(unfortunately) fooling his self
keeps a handkerchief
cross my horn / don’t record a
lick—they won’t steal me
freddie was not the first and certainly was far from the last to think he could avoid being used by opting not to belly up to the capitalist roulette wheel of commercialization, not to get bumped to the curb by the pick-and-roll of economic exploitation combined with technical innovation. everytime the man comes up with a new machine, invariably the new machines end up being, among other things, another cash-generating tool—and all in the name of progress and progressiveness.

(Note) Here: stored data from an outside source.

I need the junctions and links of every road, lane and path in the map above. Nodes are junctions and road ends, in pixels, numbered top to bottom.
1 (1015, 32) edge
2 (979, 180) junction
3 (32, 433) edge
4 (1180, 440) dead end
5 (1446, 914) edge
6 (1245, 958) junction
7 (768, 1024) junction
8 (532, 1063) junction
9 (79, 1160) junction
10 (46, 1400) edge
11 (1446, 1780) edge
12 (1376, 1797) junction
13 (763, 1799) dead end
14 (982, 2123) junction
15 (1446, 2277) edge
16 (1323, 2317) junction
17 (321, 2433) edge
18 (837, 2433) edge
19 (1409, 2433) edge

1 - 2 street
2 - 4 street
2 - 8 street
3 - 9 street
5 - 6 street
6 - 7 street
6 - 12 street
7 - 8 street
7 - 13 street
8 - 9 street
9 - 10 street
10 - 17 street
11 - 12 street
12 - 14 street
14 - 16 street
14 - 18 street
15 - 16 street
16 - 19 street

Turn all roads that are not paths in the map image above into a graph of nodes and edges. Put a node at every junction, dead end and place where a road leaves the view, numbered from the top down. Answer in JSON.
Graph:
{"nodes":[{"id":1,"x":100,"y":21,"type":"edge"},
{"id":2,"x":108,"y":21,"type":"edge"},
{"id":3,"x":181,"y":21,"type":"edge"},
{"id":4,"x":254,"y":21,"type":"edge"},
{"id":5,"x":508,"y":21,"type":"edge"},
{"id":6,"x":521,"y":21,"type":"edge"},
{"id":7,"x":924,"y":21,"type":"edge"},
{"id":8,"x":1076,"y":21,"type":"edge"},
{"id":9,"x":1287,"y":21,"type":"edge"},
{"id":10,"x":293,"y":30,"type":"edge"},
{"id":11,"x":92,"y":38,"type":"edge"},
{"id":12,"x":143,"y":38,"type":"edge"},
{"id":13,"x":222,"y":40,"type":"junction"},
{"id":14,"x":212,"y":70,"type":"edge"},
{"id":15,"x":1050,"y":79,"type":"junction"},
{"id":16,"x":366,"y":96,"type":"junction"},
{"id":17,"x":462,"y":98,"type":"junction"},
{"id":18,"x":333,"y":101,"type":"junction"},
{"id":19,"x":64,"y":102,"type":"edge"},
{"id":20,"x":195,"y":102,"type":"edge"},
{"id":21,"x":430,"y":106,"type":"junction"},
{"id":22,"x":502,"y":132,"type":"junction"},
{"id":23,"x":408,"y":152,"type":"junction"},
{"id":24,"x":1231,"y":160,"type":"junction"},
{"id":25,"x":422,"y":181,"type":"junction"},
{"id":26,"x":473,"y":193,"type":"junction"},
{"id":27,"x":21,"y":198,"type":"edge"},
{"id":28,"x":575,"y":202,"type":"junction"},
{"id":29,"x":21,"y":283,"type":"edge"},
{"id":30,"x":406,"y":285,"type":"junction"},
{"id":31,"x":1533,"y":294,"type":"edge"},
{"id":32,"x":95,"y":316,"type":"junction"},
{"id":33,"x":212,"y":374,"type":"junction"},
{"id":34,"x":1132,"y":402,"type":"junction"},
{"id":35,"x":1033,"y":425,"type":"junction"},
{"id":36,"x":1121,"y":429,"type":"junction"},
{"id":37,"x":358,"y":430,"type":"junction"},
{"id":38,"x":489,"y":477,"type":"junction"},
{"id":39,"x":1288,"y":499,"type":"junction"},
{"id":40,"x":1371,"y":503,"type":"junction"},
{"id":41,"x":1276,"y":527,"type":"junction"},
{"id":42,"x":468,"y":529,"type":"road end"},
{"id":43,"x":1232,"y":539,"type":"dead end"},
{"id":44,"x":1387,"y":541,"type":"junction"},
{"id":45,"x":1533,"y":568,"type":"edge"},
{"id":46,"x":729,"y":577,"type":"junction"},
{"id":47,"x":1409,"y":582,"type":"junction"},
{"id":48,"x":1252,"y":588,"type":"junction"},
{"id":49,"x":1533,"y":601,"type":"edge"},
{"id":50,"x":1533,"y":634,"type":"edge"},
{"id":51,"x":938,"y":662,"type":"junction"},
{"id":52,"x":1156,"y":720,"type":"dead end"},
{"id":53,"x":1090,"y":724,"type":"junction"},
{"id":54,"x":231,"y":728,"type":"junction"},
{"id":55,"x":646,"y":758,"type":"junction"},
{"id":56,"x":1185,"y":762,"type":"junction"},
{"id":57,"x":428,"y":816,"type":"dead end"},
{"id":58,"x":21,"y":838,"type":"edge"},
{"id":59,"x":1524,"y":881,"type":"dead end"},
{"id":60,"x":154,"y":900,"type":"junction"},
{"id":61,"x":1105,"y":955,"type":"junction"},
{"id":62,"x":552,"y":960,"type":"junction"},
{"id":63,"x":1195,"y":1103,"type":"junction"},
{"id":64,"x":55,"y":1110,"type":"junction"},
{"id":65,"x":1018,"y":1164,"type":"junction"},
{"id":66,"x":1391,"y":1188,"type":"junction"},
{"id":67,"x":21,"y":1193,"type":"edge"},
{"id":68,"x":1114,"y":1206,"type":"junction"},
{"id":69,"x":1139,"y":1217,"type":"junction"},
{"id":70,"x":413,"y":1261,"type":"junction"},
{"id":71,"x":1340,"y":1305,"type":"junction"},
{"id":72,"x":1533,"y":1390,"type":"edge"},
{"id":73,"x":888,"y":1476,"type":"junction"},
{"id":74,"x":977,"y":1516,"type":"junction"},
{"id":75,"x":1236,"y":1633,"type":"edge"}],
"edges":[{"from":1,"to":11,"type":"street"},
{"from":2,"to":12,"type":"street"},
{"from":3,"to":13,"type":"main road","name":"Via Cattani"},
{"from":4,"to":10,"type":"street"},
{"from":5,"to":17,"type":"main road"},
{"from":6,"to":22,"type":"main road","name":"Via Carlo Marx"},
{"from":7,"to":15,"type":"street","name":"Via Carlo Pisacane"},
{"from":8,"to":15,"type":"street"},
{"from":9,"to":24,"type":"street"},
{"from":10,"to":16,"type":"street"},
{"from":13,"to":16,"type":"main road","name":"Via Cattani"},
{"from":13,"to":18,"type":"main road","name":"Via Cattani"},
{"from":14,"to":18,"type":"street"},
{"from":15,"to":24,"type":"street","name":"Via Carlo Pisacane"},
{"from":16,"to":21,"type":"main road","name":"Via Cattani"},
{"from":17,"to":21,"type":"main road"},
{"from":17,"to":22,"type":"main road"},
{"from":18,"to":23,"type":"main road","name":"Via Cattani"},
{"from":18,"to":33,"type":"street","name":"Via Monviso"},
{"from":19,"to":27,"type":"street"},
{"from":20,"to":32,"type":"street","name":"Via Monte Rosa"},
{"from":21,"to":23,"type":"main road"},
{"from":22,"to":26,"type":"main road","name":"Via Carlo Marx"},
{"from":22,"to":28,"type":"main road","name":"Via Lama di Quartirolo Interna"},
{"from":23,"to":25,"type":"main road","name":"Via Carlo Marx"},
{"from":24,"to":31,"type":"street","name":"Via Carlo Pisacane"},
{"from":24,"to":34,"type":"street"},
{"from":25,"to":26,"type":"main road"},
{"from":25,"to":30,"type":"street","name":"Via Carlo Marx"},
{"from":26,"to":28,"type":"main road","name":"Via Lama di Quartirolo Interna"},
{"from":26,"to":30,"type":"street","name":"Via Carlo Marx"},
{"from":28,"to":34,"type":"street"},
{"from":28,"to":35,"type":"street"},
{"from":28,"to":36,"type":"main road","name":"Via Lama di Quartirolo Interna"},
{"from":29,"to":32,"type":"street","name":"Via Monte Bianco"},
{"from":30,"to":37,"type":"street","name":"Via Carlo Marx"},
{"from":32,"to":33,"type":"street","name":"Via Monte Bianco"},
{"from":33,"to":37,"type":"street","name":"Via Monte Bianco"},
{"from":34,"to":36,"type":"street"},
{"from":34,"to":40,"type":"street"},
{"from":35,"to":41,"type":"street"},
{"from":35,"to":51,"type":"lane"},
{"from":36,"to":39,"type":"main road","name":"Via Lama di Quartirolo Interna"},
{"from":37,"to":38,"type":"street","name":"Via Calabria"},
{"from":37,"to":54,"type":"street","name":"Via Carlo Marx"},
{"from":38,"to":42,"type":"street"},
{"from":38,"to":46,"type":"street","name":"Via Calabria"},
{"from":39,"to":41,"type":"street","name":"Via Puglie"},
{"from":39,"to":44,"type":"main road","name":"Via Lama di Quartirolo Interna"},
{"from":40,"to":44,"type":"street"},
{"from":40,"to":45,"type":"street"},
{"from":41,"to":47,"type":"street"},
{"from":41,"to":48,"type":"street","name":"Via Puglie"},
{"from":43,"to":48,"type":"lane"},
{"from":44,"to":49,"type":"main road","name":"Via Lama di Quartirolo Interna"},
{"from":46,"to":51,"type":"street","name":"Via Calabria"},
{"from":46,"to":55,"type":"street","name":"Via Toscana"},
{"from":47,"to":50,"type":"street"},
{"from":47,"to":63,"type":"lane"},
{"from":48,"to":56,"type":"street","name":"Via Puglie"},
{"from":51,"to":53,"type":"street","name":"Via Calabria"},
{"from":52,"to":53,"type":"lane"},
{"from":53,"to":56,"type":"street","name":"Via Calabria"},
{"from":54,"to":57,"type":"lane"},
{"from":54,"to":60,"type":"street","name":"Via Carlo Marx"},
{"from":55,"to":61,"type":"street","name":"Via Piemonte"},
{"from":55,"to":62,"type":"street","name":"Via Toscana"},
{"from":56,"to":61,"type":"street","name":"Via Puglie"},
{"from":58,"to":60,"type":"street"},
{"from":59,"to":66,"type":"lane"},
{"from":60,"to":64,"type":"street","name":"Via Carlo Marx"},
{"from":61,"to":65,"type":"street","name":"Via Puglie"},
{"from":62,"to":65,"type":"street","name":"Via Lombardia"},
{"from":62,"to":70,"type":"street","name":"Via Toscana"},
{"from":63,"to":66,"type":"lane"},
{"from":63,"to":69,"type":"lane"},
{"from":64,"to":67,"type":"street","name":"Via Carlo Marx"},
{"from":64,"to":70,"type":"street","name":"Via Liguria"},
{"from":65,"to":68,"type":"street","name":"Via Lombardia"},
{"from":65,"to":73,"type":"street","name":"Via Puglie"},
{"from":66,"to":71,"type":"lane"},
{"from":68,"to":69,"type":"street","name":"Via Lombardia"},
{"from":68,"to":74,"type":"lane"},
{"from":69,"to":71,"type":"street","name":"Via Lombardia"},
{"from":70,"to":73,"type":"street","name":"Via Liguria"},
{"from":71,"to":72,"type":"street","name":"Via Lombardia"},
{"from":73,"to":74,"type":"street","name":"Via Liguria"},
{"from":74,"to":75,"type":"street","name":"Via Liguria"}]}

but paradoxically beyond the obvious remunerative inequities and the misplaced hosannas to pretenders posturing as kings, the real rough side of the mountain is the inevitable further behind we fall if we refuse to use what little opportunity the new technology presents. when we decline to play we are ignored, when we do play we are exploited; but at least when you play you get a hearing even if someone else’s echo of your sound makes more dough than do you the originator.
moreover, it was the technology of being heard that enabled jazz to spread its wings. the music could never have flown worldwide were it not for recordings, were it not for musicians everywhere being able to “hear” what these wild new sounds sounded like. our music could not be explained with words or written down with symbols, had to be eared to be appreciated. contradictions abound, were it not for the technology the music would not have spread and simultaneously the technology was used to exploit—a nutshell synopsis of african american relations to the modernist means of production.
of course, some of us, saw the downside coming so we attempted to duck. working with the limited vision that we oppressed people often manifest, somehow freddie thought he could lessen the impact of cultural appropriation by refusing to play the game. fat chance. which is why few jazz fans know the name freddie keppard. don’t even know what instrument he played, when or where, or why he should be known.
the lesson of brother keppard is a hard dose to swallow but when you are on the black unskilled-labor end of america’s 20th-century economy you don’t have many choices. you can throw a hankerchief up over your shit if you want to, attempting to hide the specifics of your fingering, how you do the things you do, you can petulantly sit in the corner with your face to the wall while the parade marches past, you can even bark out curses at the seemingly endless procession of white rip-off artists, but as the poet said centuries ago, the dogs who hang in the camp may bark but the caravan moves on.
and though freddie keppard was the uncrowned king of new orleans trumpet playing in the wake of buddy’s incarceration and oliver’s departure, nonetheless his name is seldom mentioned in the chronology of jazz trumpeting precisely because he was eclipsed by nick larocca and crew who were wise enough not to pass up the opportunity to play their sincere but nonetheless insubstantial versions/revisions into a rca victor machine thus assuring themselves the “we-was-here-first claim”—the original dixieland jass band in 1917 was the first to record a jazz record while freddie keppard stood on the sidelines, smiling as he stuffed his handkerchief back in his pocket. you see, after one listen to the pale cacophony recorded by odjb, freddie was confident that they never were able to capture even an approximation of his sound. he won the authenticity battle but loss the jazz war. pale though they be, we know what larocca sounded like. and keppard, well he’s just a footnote fanatics and academics point to. time and time again, the truth marches on: even when we can’t win, even when the deck is stacked and our getting hustled is a foregone conclusion, even then if we don’t play, we’re worse off than if we play and lose. in the long run, our only chance is to play, to keep on losing until we win because if we don’t play for sure we will never win.